What is expected —
Show each line in the listing below that contains the word "lane".

Start of Given entries

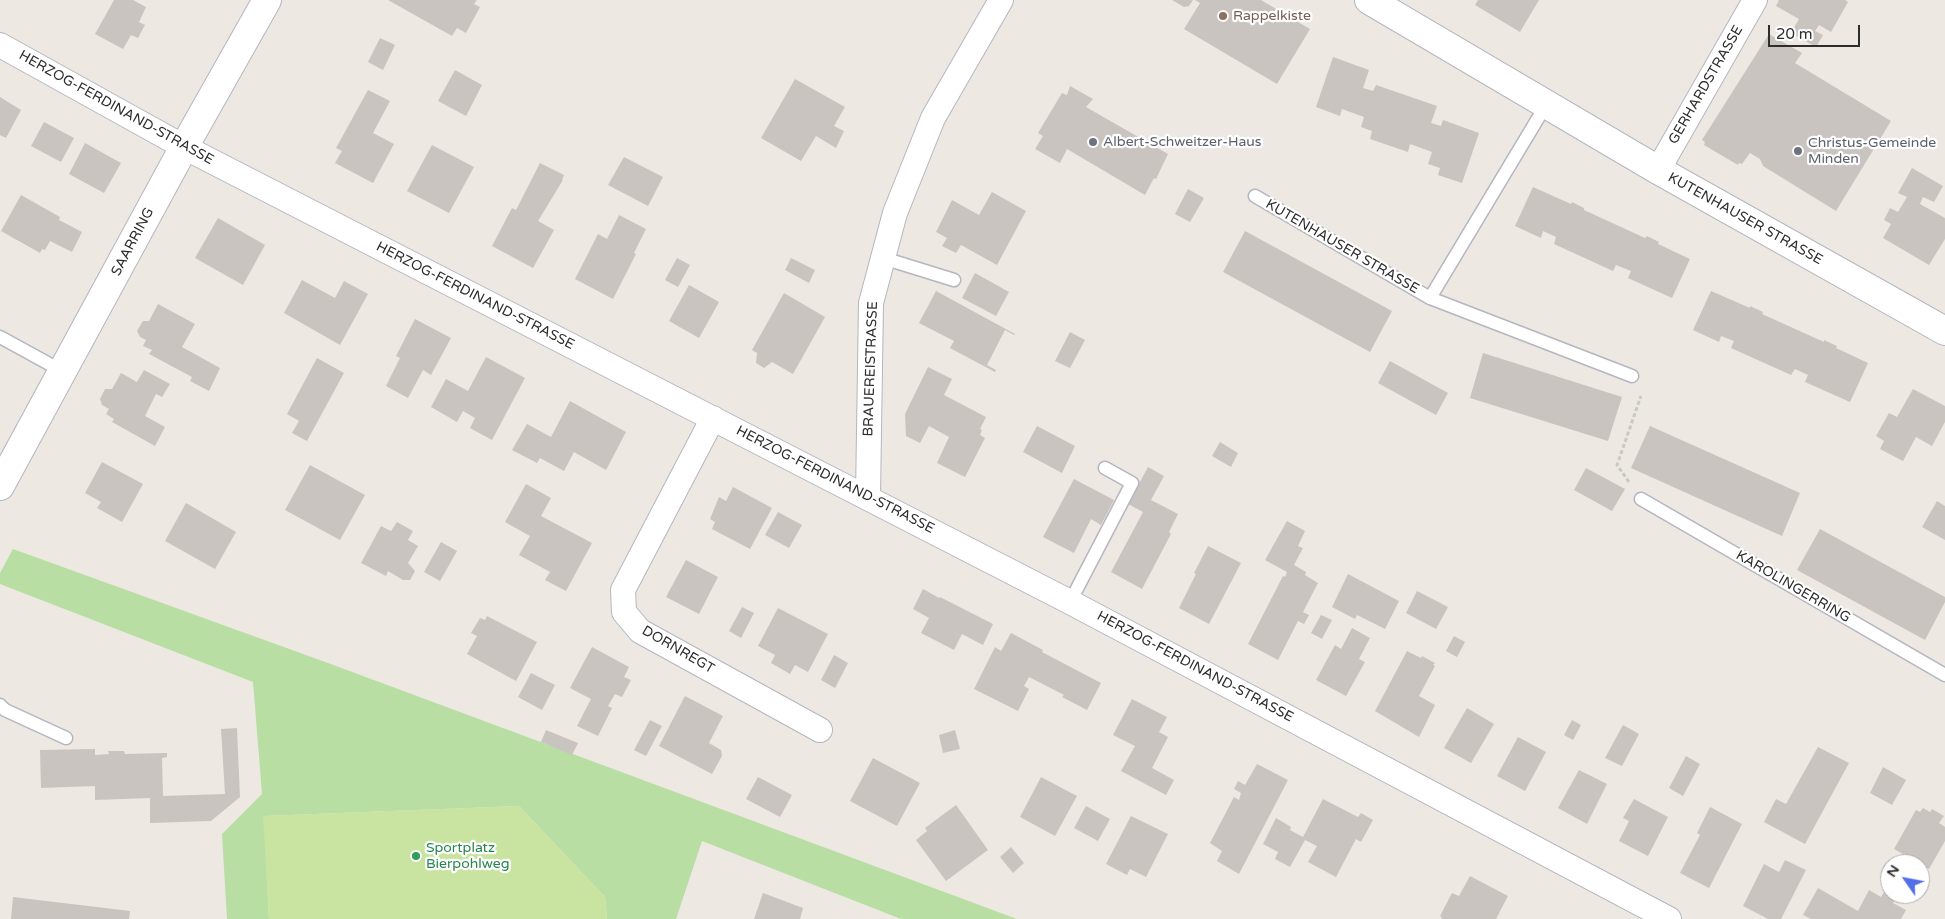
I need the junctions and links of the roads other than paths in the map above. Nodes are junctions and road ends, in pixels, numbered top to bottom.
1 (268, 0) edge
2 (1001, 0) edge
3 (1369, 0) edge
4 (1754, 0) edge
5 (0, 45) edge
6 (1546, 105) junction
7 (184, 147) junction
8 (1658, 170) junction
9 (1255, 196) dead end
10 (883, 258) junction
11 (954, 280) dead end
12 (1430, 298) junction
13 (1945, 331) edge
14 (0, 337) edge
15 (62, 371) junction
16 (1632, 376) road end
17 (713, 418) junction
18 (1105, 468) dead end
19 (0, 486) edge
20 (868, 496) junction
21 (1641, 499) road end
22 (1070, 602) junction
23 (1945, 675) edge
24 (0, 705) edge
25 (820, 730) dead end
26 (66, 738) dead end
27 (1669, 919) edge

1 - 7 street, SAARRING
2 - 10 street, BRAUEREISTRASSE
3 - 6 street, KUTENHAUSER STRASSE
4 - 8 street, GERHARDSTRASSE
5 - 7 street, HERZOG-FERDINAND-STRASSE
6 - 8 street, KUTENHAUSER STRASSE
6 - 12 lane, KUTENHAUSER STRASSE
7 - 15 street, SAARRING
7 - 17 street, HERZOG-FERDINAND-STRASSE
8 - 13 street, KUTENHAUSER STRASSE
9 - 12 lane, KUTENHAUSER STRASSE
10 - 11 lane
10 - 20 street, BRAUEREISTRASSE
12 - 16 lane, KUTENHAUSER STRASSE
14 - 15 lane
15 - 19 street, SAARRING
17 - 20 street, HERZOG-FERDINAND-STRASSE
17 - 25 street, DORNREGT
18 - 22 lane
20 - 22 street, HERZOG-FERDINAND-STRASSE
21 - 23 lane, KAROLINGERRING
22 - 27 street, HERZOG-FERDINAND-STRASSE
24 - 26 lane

End of Given entries

Output —
6 - 12 lane, KUTENHAUSER STRASSE
9 - 12 lane, KUTENHAUSER STRASSE
10 - 11 lane
12 - 16 lane, KUTENHAUSER STRASSE
14 - 15 lane
18 - 22 lane
21 - 23 lane, KAROLINGERRING
24 - 26 lane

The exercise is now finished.